Je n'avais presque pas envie de lire cette BD; j'avais une trop grande opinion d'Ayroles. J'ai retrouvé dès les premières pages l'art de la planche qui fait de chaque De Cape et de Crocs, de chaque Garulfo un objet d'étude pour apprendre la bande dessinée, j'ai admiré le dessin de Maïonara qui a dû se hisser au-dessus des bouffonneries de Garulfo, j'ai rendu grâce à Leprévost pour les camaïeux délicats de chaque scène. Toutefois, pourquoi verser dans la mode vampirique?
J'étais donc tout à la fois gêné et content d'être en terrain connu, mais pas conquis. C'est sans doute parce que; finalement, les deux autres séries d'Ayroles sont des aventures pleines de rebondissements et de situations grotesques. D. s'annonce comme une série fortement réaliste, totalement imprégnée de l'esthétique narrative du XIX° sc.: de l'étrange, mais surtout du réalisme (social, politique, psychologique, etc.) dans le fantastique. Du coup, il m'a fallu un temps pour comprendre que les clins d'œil culturels n'étaient pas les seuls agréments dans un océan de sérieux, mais les clés de cette réécriture particulière: comme dans Garulfo, Ayroles s'attaque à un genre qu'il va respecter malgré tout.
Ainsi, sur le papier, faire de Bartleby le scribe un chasseur de vampire est une blague savoureuse; mais le chargé des écritures par son métier joue un rôle narratif, par son refus pondéré montre la ténacité nécessaire au chasseur, et par son histoire se relie au sous-texte romantique courant dans tout le livre.

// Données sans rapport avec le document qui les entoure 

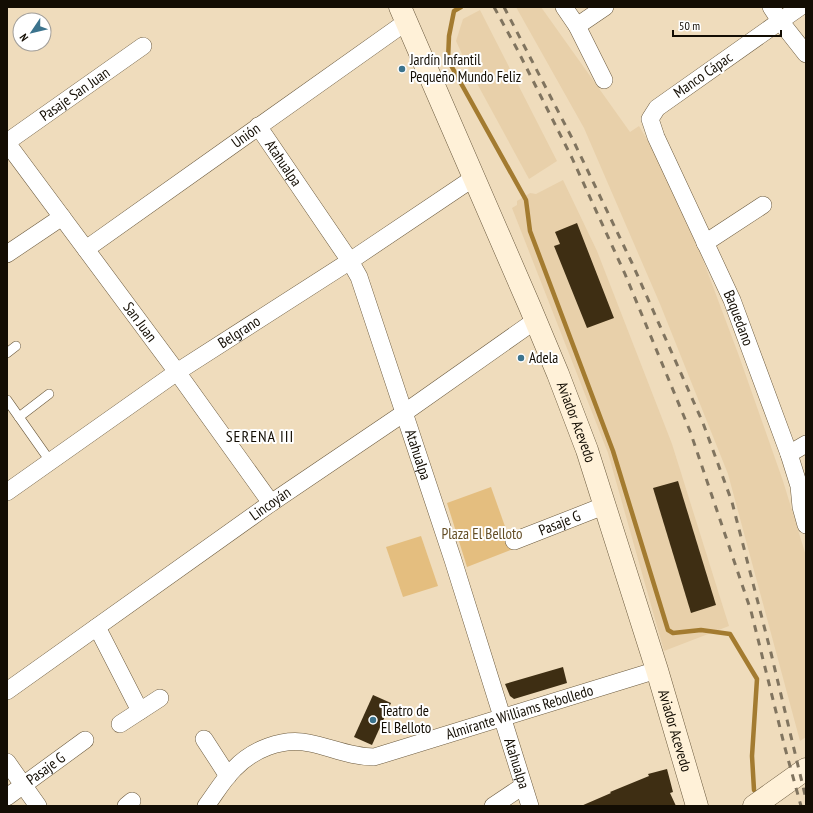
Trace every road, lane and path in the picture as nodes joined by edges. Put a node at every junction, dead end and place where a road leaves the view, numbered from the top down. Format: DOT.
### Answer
graph roads {
  1 [pos="564,7"];
  2 [pos="605,7"];
  3 [pos="800,7"];
  4 [pos="403,14"];
  5 [pos="776,14"];
  6 [pos="577,26"];
  7 [pos="143,46"];
  8 [pos="806,54"];
  9 [pos="604,80"];
  10 [pos="650,119"];
  11 [pos="258,126"];
  12 [pos="7,142"];
  13 [pos="474,177"];
  14 [pos="764,205"];
  15 [pos="62,217"];
  16 [pos="705,243"];
  17 [pos="86,249"];
  18 [pos="7,254"];
  19 [pos="350,261"];
  20 [pos="536,320"];
  21 [pos="16,346"];
  22 [pos="7,353"];
  23 [pos="177,372"];
  24 [pos="49,394"];
  25 [pos="7,400"];
  26 [pos="404,413"];
  27 [pos="19,417"];
  28 [pos="806,444"];
  29 [pos="789,454"];
  30 [pos="50,461"];
  31 [pos="802,489"];
  32 [pos="7,492"];
  33 [pos="271,503"];
  34 [pos="606,505"];
  35 [pos="806,525"];
  36 [pos="514,541"];
  37 [pos="97,627"];
  38 [pos="657,670"];
  39 [pos="7,691"];
  40 [pos="160,698"];
  41 [pos="140,711"];
  42 [pos="502,718"];
  43 [pos="120,724"];
  44 [pos="204,739"];
  45 [pos="85,740"];
  46 [pos="7,762"];
  47 [pos="806,769"];
  48 [pos="228,776"];
  49 [pos="23,785"];
  50 [pos="523,786"];
  51 [pos="7,797"];
  52 [pos="38,806"];
  53 [pos="206,806"];
  54 [pos="493,806"];
  55 [pos="530,806"];
  56 [pos="697,806"];
  57 [pos="754,806"];
  1 -- 6 [label="street"];
  2 -- 6 [label="street"];
  3 -- 5 [label="street, Manco Cápac"];
  4 -- 11 [label="street, Unión"];
  4 -- 13 [label="main road, Aviador Acevedo"];
  5 -- 8 [label="street"];
  5 -- 10 [label="street, Manco Cápac"];
  6 -- 9 [label="street"];
  7 -- 12 [label="street, Pasaje San Juan"];
  10 -- 16 [label="street, Baquedano"];
  11 -- 17 [label="street, Unión"];
  11 -- 19 [label="street, Atahualpa"];
  12 -- 15 [label="street, San Juan"];
  13 -- 19 [label="street, Belgrano"];
  13 -- 20 [label="main road, Aviador Acevedo"];
  14 -- 16 [label="street"];
  15 -- 17 [label="street, San Juan"];
  15 -- 18 [label="street"];
  16 -- 29 [label="street, Baquedano"];
  17 -- 23 [label="street, San Juan"];
  19 -- 23 [label="street, Belgrano"];
  19 -- 26 [label="street, Atahualpa"];
  20 -- 26 [label="street, Lincoyán"];
  20 -- 34 [label="main road, Aviador Acevedo"];
  21 -- 22 [label="lane"];
  23 -- 30 [label="street, Belgrano"];
  23 -- 33 [label="street, San Juan"];
  24 -- 27 [label="lane"];
  25 -- 27 [label="lane"];
  26 -- 33 [label="street, Lincoyán"];
  26 -- 42 [label="street, Atahualpa"];
  27 -- 30 [label="lane"];
  28 -- 29 [label="street"];
  29 -- 31 [label="street, Baquedano"];
  30 -- 32 [label="street, Belgrano"];
  31 -- 35 [label="street, Baquedano"];
  33 -- 37 [label="street, Lincoyán"];
  34 -- 36 [label="street, Pasaje G"];
  34 -- 38 [label="main road, Aviador Acevedo"];
  37 -- 39 [label="street, Lincoyán"];
  37 -- 41 [label="street"];
  38 -- 42 [label="street, Almirante Williams Rebolledo"];
  38 -- 56 [label="main road, Aviador Acevedo"];
  40 -- 41 [label="street"];
  41 -- 43 [label="street"];
  42 -- 48 [label="street, Almirante Williams Rebolledo"];
  42 -- 50 [label="street, Atahualpa"];
  44 -- 48 [label="street"];
  45 -- 49 [label="street, Pasaje G"];
  46 -- 49 [label="street"];
  47 -- 57 [label="main road"];
  48 -- 53 [label="street, Almirante Williams Rebolledo"];
  49 -- 51 [label="street, Pasaje G"];
  49 -- 52 [label="street"];
  50 -- 54 [label="street"];
  50 -- 55 [label="street, Atahualpa"];
}
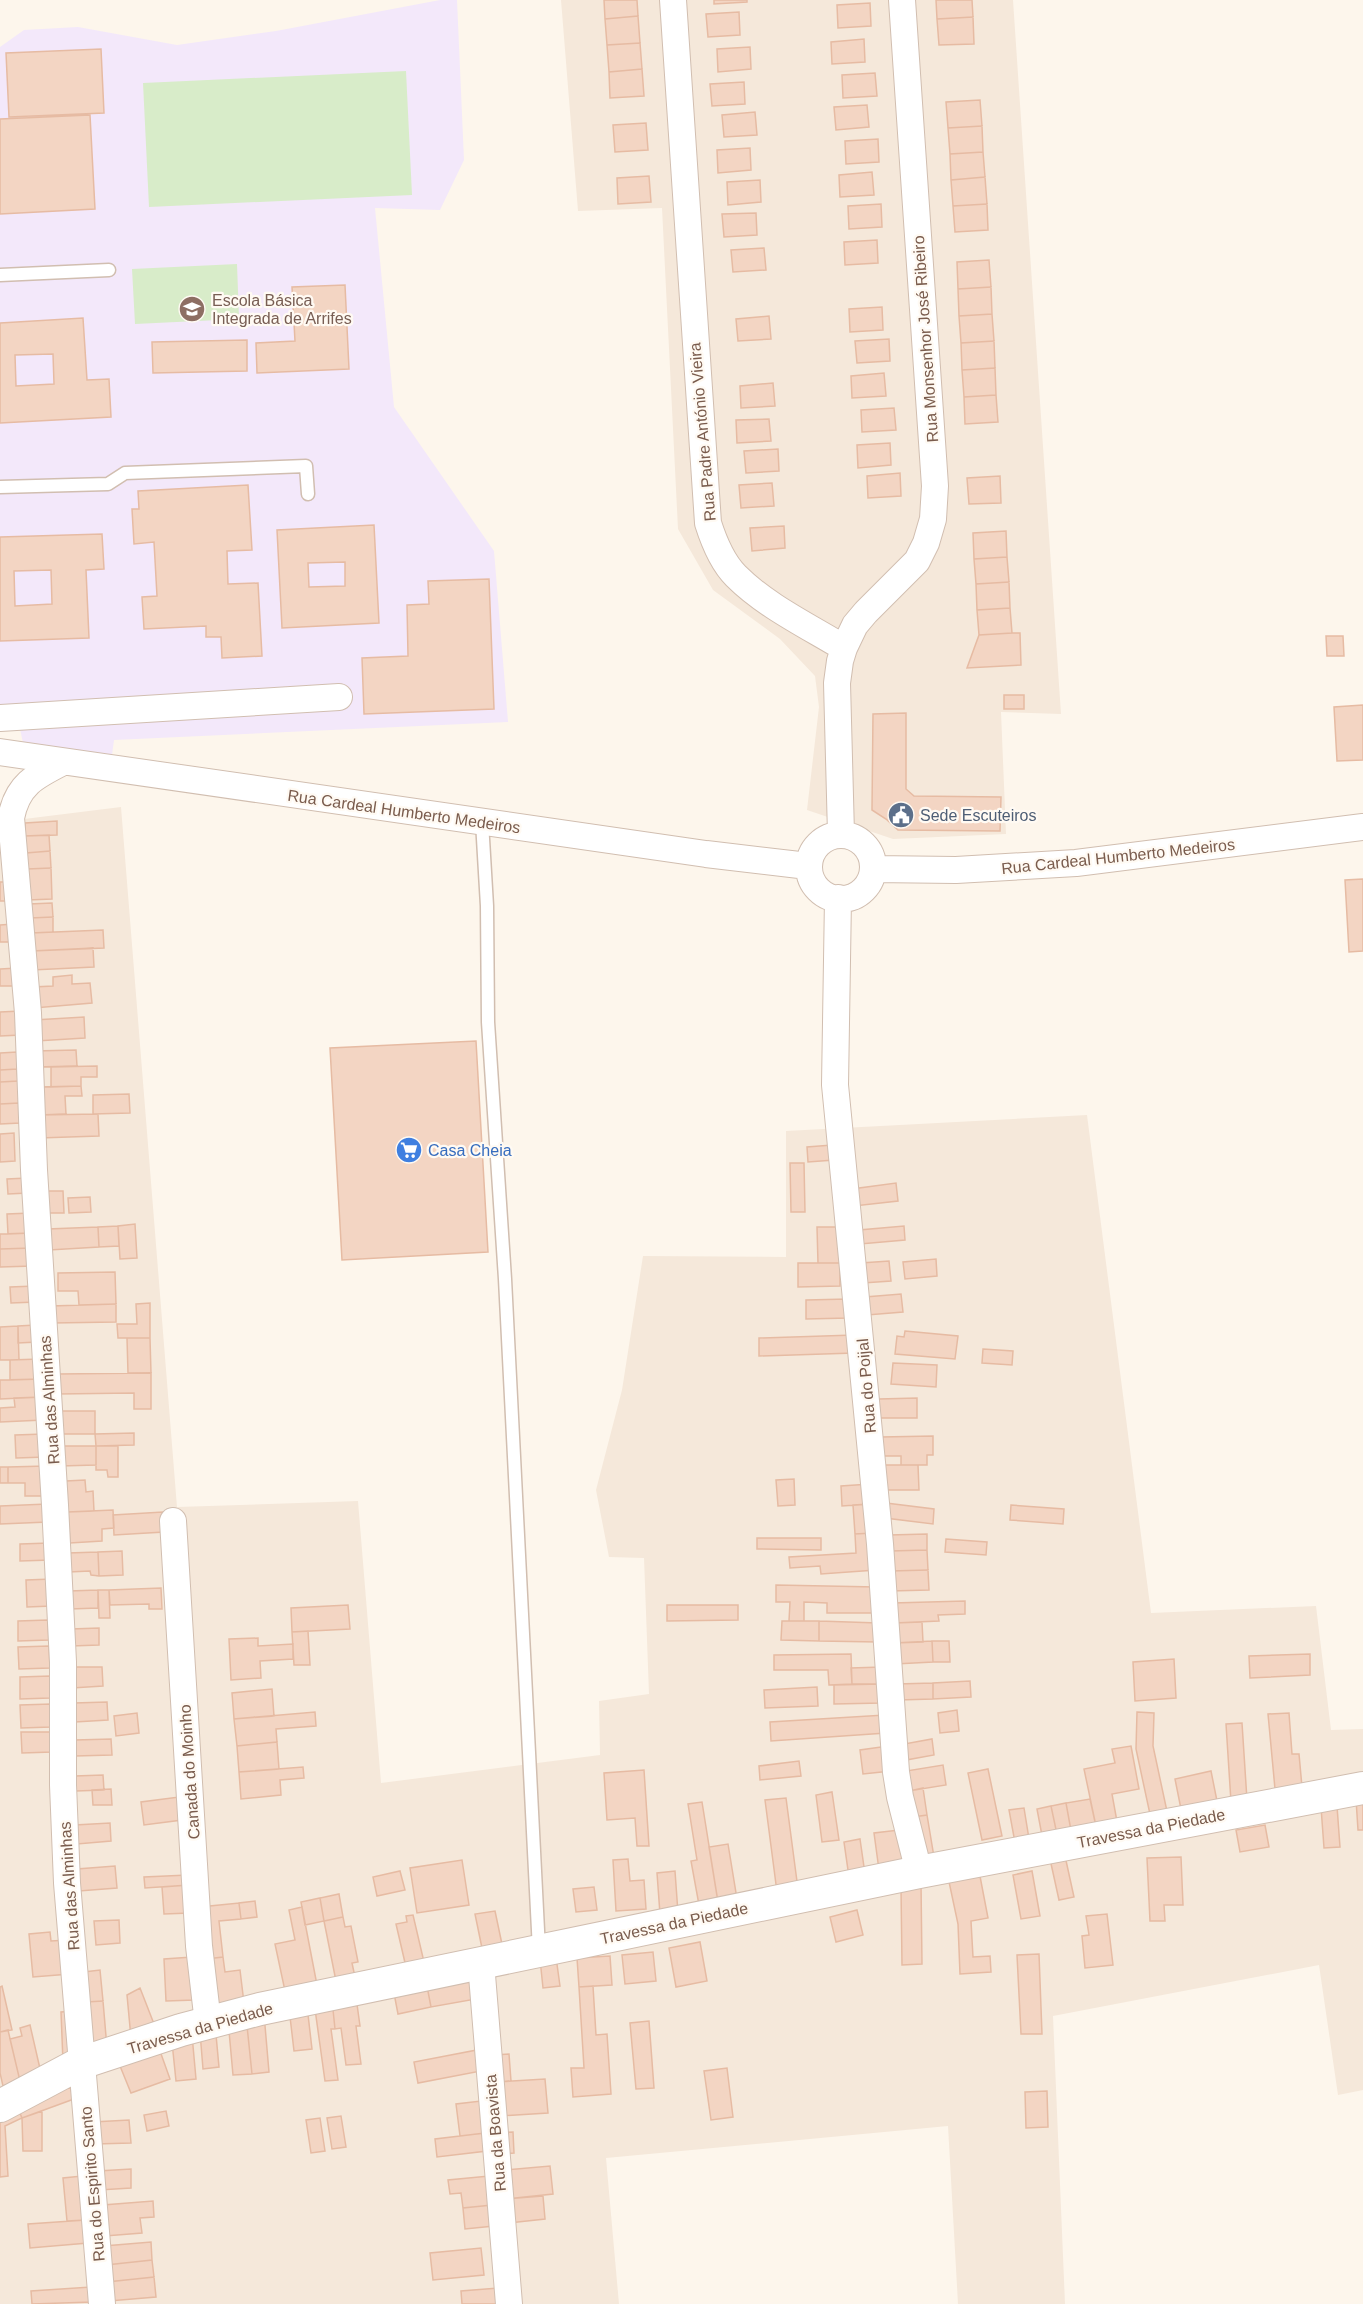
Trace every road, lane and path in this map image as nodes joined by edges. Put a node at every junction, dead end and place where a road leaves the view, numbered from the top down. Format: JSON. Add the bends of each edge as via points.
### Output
{"nodes":[{"id":1,"x":673,"y":0,"type":"edge"},
{"id":2,"x":902,"y":0,"type":"edge"},
{"id":3,"x":109,"y":270,"type":"dead end"},
{"id":4,"x":0,"y":275,"type":"edge"},
{"id":5,"x":0,"y":488,"type":"edge"},
{"id":6,"x":308,"y":494,"type":"dead end"},
{"id":7,"x":844,"y":648,"type":"junction"},
{"id":8,"x":339,"y":697,"type":"dead end"},
{"id":9,"x":0,"y":718,"type":"edge"},
{"id":10,"x":0,"y":752,"type":"edge"},
{"id":11,"x":63,"y":762,"type":"junction"},
{"id":12,"x":482,"y":822,"type":"junction"},
{"id":13,"x":1363,"y":827,"type":"edge"},
{"id":14,"x":841,"y":834,"type":"junction"},
{"id":15,"x":808,"y":866,"type":"junction"},
{"id":16,"x":873,"y":869,"type":"junction"},
{"id":17,"x":838,"y":898,"type":"junction"},
{"id":18,"x":173,"y":1521,"type":"dead end"},
{"id":19,"x":1363,"y":1788,"type":"edge"},
{"id":20,"x":919,"y":1872,"type":"junction"},
{"id":21,"x":540,"y":1952,"type":"junction"},
{"id":22,"x":481,"y":1963,"type":"junction"},
{"id":23,"x":208,"y":2023,"type":"junction"},
{"id":24,"x":81,"y":2063,"type":"junction"},
{"id":25,"x":0,"y":2106,"type":"edge"},
{"id":26,"x":102,"y":2304,"type":"edge"},
{"id":27,"x":509,"y":2304,"type":"edge"}],
"edges":[{"from":1,"to":7,"type":"street","name":"Rua Padre António Vieira","via":[[708,523],[716,547],[735,575],[758,595]]},
{"from":2,"to":7,"type":"street","name":"Rua Monsenhor José Ribeiro","via":[[935,486],[933,519],[916,561],[866,612]]},
{"from":3,"to":4,"type":"lane"},
{"from":5,"to":6,"type":"lane","via":[[108,484],[125,473],[306,466]]},
{"from":7,"to":14,"type":"street","via":[[837,683]]},
{"from":8,"to":9,"type":"street"},
{"from":10,"to":11,"type":"street","name":"Rua Cardeal Humberto Medeiros"},
{"from":11,"to":12,"type":"street","name":"Rua Cardeal Humberto Medeiros"},
{"from":11,"to":24,"type":"street","name":"Rua das Alminhas","via":[[37,775],[23,788],[11,818],[28,1013],[62,1651],[67,1883]]},
{"from":12,"to":15,"type":"street","name":"Rua Cardeal Humberto Medeiros"},
{"from":12,"to":21,"type":"lane","via":[[489,1022]]},
{"from":13,"to":16,"type":"street","name":"Rua Cardeal Humberto Medeiros","via":[[1076,863],[956,870]]},
{"from":14,"to":15,"type":"street","via":[[818,844]]},
{"from":14,"to":16,"type":"street","via":[[864,845]]},
{"from":15,"to":17,"type":"street","via":[[814,884],[828,896]]},
{"from":16,"to":17,"type":"street","via":[[861,891]]},
{"from":17,"to":20,"type":"street","name":"Rua do Poijal","via":[[835,1084],[880,1544],[896,1772]]},
{"from":18,"to":23,"type":"street","name":"Canada do Moinho","via":[[199,1946]]},
{"from":19,"to":20,"type":"street","name":"Travessa da Piedade"},
{"from":20,"to":21,"type":"street","name":"Travessa da Piedade"},
{"from":21,"to":22,"type":"street","name":"Travessa da Piedade"},
{"from":22,"to":23,"type":"street","name":"Travessa da Piedade"},
{"from":22,"to":27,"type":"street","name":"Rua da Boavista"},
{"from":23,"to":24,"type":"street","name":"Travessa da Piedade"},
{"from":24,"to":25,"type":"street","name":"Travessa da Piedade"},
{"from":24,"to":26,"type":"street","name":"Rua do Espirito Santo"}]}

Il m'a donc fallu un temps d'acclimatation à l'ambiance XIX° Shelley/Gautier/Darwin/Villiers de l'Isle Adam, etc. et un temps pour trouver les différents niveaux de lecture, tout ça pour être conquis dans les dernières pages trépidantes, et par la perspective des possibles de cette idée finalement inédite: une relecture du mythe du vampire par les idées du XIX°.